The environment’s loss is ours too, if only we knew it.
Humanity is destroying itself. That’s the only conclusion to reach after an exhaustive scientific assessment of life on Earth found that the likely extinction of over a million species of plants and animals within decades will have “grave impacts” on people everywhere.
“Human actions threaten more species with global extinction now than ever before,” the report says, and as a result we are a threat to our own food and water security, health and social fabric.
Given that we continue along the high-growth, high-consumption, high-waste pathway, this seems like suicide. But it’s actually a matter of avoiding hard choices and hoping they’ll go away.
The public response in Australia should quash any thought that rationality carries weight in politics. At news of last week’s report from the Intergovernmental Platform on Biodiversity and Ecosystem Service (IPBES), Campaign 2019 barely missed a beat.
Labor referred questioners to its already-announced $100 million native species protection fund – better than we have now but a small fraction of what ecosystem scientists say is needed – and its pledge to establish an environment protection authority.
For his part, prime minister Scott Morrison said the government had already acted on IPBES concerns (ludicrously, he was referring to a law to regulate cosmetic tests on animals) but then promised to cut “green tape” – environmental regulation – and attacked Labor’s environment plan.
Conservative news and commentary, still going through the awkward process of coming to terms with man-made climate change, was firmly in the latter camp. There is no extinction crisis, declared Andrew Bolt of the Herald-Sun, adding that the only thing at risk of extinction is reason.
The lines must have been running hot at Conspiracy Central when it became clear that IPBES spokesman Robert Watson is the same leading climate scientist attacked by fossil fuel interests two decades ago and subsequently, under US pressure, ousted as head of the UN climate panel.
But all such attacks are a baseless distraction. The report was a three-year effort by 145 top experts from 50 countries, including Australia, with input from another 310 contributing authors. There is no remotely comparable contrary assessment. We have no option but to take this seriously.
IPBES found that nature is in decline and species are being extinguished at rates unprecedented in human history. We have seen off over 80 per cent of land mammal species, and around a third of marine mammals and reef-forming corals are on course for extinction within decades.
Deforestation is putting increasing pressure on terrestrial species and land resources, which the report finds are best managed by indigenous people.
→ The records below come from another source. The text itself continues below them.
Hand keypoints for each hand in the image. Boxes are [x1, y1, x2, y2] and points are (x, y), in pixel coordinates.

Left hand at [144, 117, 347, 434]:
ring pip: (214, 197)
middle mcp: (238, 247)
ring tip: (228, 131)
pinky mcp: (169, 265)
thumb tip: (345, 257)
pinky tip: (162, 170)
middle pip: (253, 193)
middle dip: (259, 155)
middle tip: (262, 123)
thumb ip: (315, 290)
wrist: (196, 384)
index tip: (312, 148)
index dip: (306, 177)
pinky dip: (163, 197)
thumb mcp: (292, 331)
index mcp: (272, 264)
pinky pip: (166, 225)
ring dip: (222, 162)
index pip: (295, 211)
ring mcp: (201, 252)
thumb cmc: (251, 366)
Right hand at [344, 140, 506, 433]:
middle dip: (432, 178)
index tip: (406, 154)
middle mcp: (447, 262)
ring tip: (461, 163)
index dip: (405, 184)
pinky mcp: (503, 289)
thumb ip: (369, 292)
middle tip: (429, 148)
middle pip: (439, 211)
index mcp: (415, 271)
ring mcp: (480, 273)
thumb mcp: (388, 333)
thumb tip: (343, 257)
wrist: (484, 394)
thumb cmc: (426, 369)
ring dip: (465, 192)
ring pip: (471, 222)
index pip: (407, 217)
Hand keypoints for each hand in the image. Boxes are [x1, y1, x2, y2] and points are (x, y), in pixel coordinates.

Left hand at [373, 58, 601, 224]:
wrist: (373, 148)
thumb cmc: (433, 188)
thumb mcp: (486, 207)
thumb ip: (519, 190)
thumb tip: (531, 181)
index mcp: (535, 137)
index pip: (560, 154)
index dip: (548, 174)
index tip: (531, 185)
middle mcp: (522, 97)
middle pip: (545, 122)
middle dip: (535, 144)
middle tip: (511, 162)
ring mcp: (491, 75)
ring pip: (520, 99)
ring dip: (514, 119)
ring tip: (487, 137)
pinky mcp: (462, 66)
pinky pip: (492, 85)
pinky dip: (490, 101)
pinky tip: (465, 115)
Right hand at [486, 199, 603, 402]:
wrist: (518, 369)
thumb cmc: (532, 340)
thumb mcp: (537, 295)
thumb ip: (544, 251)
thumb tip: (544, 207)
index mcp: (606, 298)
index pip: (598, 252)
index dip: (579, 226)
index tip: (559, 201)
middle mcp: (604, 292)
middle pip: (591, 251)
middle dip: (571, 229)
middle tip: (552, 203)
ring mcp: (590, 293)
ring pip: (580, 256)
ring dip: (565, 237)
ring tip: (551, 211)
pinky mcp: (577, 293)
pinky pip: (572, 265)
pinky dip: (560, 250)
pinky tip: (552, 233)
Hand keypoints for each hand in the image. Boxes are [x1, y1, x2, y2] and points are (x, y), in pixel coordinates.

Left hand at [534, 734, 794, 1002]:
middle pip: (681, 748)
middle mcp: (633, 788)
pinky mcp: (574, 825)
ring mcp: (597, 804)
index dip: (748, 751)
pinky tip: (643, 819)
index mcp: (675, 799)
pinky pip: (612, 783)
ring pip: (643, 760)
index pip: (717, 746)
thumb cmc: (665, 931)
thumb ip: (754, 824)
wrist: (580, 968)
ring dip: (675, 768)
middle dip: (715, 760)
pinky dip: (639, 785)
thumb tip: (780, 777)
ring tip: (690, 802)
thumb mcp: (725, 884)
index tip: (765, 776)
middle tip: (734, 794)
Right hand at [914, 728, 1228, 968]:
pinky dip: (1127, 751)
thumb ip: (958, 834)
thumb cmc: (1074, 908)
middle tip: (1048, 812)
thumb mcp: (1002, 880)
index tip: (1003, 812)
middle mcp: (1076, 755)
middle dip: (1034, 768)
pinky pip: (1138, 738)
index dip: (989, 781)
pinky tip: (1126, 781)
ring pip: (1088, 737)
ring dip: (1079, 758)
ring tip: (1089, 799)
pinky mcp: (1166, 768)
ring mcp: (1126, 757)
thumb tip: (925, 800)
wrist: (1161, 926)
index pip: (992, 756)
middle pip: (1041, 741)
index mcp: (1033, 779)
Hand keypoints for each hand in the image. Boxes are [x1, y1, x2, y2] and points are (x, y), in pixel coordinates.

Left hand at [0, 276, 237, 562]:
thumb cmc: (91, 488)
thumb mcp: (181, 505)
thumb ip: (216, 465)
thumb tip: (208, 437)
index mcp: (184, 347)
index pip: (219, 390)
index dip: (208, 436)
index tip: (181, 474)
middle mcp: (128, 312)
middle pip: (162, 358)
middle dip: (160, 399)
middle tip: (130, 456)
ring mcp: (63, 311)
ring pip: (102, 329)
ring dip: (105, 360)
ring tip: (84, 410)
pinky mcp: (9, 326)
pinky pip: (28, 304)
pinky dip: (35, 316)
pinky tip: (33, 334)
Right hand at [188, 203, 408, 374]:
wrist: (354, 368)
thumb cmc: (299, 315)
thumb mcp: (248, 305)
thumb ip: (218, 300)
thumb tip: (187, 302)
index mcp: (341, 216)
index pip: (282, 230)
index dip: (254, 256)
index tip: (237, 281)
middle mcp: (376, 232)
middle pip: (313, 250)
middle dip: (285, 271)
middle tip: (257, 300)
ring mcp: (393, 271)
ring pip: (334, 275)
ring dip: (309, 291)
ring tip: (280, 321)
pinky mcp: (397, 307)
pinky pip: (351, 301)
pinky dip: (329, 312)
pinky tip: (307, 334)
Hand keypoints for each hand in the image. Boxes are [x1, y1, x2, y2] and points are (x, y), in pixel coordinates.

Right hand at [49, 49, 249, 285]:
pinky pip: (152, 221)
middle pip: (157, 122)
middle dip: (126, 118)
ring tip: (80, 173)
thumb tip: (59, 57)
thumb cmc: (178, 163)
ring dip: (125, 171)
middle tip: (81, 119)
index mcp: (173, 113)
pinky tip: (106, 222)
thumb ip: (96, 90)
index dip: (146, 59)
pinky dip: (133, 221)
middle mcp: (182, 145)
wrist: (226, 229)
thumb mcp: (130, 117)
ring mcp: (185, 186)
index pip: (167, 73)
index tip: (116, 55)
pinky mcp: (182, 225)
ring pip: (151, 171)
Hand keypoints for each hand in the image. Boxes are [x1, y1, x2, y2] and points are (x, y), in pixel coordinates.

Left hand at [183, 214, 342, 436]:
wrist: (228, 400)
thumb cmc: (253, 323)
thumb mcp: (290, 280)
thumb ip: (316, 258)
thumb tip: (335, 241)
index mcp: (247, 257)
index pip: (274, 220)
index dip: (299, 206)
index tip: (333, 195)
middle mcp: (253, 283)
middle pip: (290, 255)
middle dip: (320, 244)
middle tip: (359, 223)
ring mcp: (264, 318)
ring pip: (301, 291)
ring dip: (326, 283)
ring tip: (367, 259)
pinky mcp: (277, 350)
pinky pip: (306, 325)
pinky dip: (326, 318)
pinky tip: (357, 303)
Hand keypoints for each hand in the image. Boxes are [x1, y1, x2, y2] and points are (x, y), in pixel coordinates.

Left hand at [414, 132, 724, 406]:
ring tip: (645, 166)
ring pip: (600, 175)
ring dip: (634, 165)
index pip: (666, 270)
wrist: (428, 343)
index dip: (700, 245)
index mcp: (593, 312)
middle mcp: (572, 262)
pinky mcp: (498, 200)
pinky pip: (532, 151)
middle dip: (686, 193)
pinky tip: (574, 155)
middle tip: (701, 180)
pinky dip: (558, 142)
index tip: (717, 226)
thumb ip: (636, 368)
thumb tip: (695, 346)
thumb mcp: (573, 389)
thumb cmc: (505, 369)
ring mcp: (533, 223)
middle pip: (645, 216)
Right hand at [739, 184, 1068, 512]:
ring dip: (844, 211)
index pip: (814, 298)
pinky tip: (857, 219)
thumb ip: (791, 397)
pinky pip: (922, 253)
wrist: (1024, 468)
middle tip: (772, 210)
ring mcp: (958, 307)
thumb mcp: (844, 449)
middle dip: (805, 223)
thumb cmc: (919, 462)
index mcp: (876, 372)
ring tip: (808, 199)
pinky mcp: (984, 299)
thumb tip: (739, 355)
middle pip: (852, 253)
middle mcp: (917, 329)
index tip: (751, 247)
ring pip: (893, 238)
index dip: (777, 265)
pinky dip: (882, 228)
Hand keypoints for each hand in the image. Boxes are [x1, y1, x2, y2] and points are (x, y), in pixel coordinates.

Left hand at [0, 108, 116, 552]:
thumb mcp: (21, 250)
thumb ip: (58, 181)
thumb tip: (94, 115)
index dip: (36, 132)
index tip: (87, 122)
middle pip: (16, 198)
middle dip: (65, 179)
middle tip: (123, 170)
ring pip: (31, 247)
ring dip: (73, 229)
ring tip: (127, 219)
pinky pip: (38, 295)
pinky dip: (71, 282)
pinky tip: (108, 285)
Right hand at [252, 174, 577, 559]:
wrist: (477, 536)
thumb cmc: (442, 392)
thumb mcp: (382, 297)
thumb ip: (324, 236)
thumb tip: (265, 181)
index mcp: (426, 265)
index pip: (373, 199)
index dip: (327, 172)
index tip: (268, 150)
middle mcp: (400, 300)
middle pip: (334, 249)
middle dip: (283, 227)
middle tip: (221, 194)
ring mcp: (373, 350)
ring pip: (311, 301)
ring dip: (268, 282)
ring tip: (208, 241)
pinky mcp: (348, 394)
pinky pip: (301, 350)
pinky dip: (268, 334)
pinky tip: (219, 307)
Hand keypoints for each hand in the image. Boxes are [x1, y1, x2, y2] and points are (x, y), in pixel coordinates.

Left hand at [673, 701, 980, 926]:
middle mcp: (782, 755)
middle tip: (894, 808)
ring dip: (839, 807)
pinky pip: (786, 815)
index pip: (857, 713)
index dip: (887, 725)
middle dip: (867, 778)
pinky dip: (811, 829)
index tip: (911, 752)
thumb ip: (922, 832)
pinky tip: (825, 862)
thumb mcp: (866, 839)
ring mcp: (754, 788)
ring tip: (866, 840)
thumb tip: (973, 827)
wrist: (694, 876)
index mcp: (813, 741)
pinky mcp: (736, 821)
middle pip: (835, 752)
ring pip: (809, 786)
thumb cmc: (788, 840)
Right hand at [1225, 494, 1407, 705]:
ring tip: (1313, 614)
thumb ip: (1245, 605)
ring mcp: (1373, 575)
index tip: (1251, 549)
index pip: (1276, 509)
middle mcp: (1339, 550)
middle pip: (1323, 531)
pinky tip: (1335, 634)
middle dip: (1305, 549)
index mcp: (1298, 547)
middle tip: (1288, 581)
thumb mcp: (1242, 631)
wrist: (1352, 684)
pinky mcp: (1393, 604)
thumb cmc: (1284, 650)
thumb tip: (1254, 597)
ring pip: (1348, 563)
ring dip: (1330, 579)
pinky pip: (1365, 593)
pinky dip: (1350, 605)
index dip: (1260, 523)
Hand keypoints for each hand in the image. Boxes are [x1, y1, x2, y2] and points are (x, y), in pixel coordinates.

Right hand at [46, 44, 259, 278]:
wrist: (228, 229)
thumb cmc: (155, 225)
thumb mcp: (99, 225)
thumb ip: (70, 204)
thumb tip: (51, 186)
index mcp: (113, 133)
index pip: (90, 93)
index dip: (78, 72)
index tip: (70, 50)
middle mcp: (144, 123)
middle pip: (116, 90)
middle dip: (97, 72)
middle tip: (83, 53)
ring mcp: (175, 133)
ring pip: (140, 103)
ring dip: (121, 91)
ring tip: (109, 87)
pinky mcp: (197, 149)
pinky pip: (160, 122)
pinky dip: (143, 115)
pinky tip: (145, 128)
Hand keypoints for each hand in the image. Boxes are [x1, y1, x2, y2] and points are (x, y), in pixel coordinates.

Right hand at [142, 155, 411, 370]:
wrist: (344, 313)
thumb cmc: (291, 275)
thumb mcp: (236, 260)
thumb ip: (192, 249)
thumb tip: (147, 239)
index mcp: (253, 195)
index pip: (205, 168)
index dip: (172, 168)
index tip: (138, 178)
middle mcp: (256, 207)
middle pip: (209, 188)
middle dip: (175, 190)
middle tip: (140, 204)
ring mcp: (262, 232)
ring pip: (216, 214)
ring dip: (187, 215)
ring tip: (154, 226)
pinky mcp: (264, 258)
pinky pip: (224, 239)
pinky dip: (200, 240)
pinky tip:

Runoff from excessive use of agricultural fertilisers is creating dead zones in coastal seas, with impacts right up the marine food chain.
Every year, as much as 400 million tonnes of heavy metals, solvents, toxic sludge and other industrial wastes are being dumped into the world’s waterways. Four-fifths of our wastewater globally is being discharged back into the environment without treatment.
The report found that marine plastic pollution is 10 times what it was 40 years ago, causing death or disease in 86 per cent of marine turtles, 44 per cent of seabirds and 43 per cent of marine mammals.
Apart from the odd signature event like the 1983 Franklin River blockade, the natural environment has not been a political focus in Australia. The Greens tried to change that, but in the process unwittingly opened the door to the false notion that environmentalism is a political brand.
There are still people who don’t care about any life but their own – that’s obvious from the extreme self-obsession seen in today’s public life. But I doubt that anyone, even the hard nuts who run the country, could remain indifferent if they were directly confronted with what extinction means to us.
People feel uneasy about death and disease in others for a good reason. Embedded deep in our DNA is the knowledge that our survival depends on other functioning life forms and the ecosystems they are part of. It’s natural to feel bothered when animals and plants disappear.
Becoming aware that we’re messing up the climate is a start. It’s no great extension to accept that nature is not endlessly renewable, and messing it up has real consequences for economic security.
Political, bureaucratic and business leaders continue to claim economic success on the back of the current market value of goods and services, but they shut environmental impact out of calculations. We are left with false data, living in a fool’s paradise headed for calamity.
The last word in the IPBES title acknowledges what our leaders do not – that Earth’s biodiversity and ecosystem are a service. Not just any service, but the only really essential one. Our impact on nature (including the climate) has a huge negative value that we’ve failed to account for.
Giving voice and substance to that all-important environmental bottom line in our national accounts ought to be the determining issue of the 2019 election. Nothing else comes close.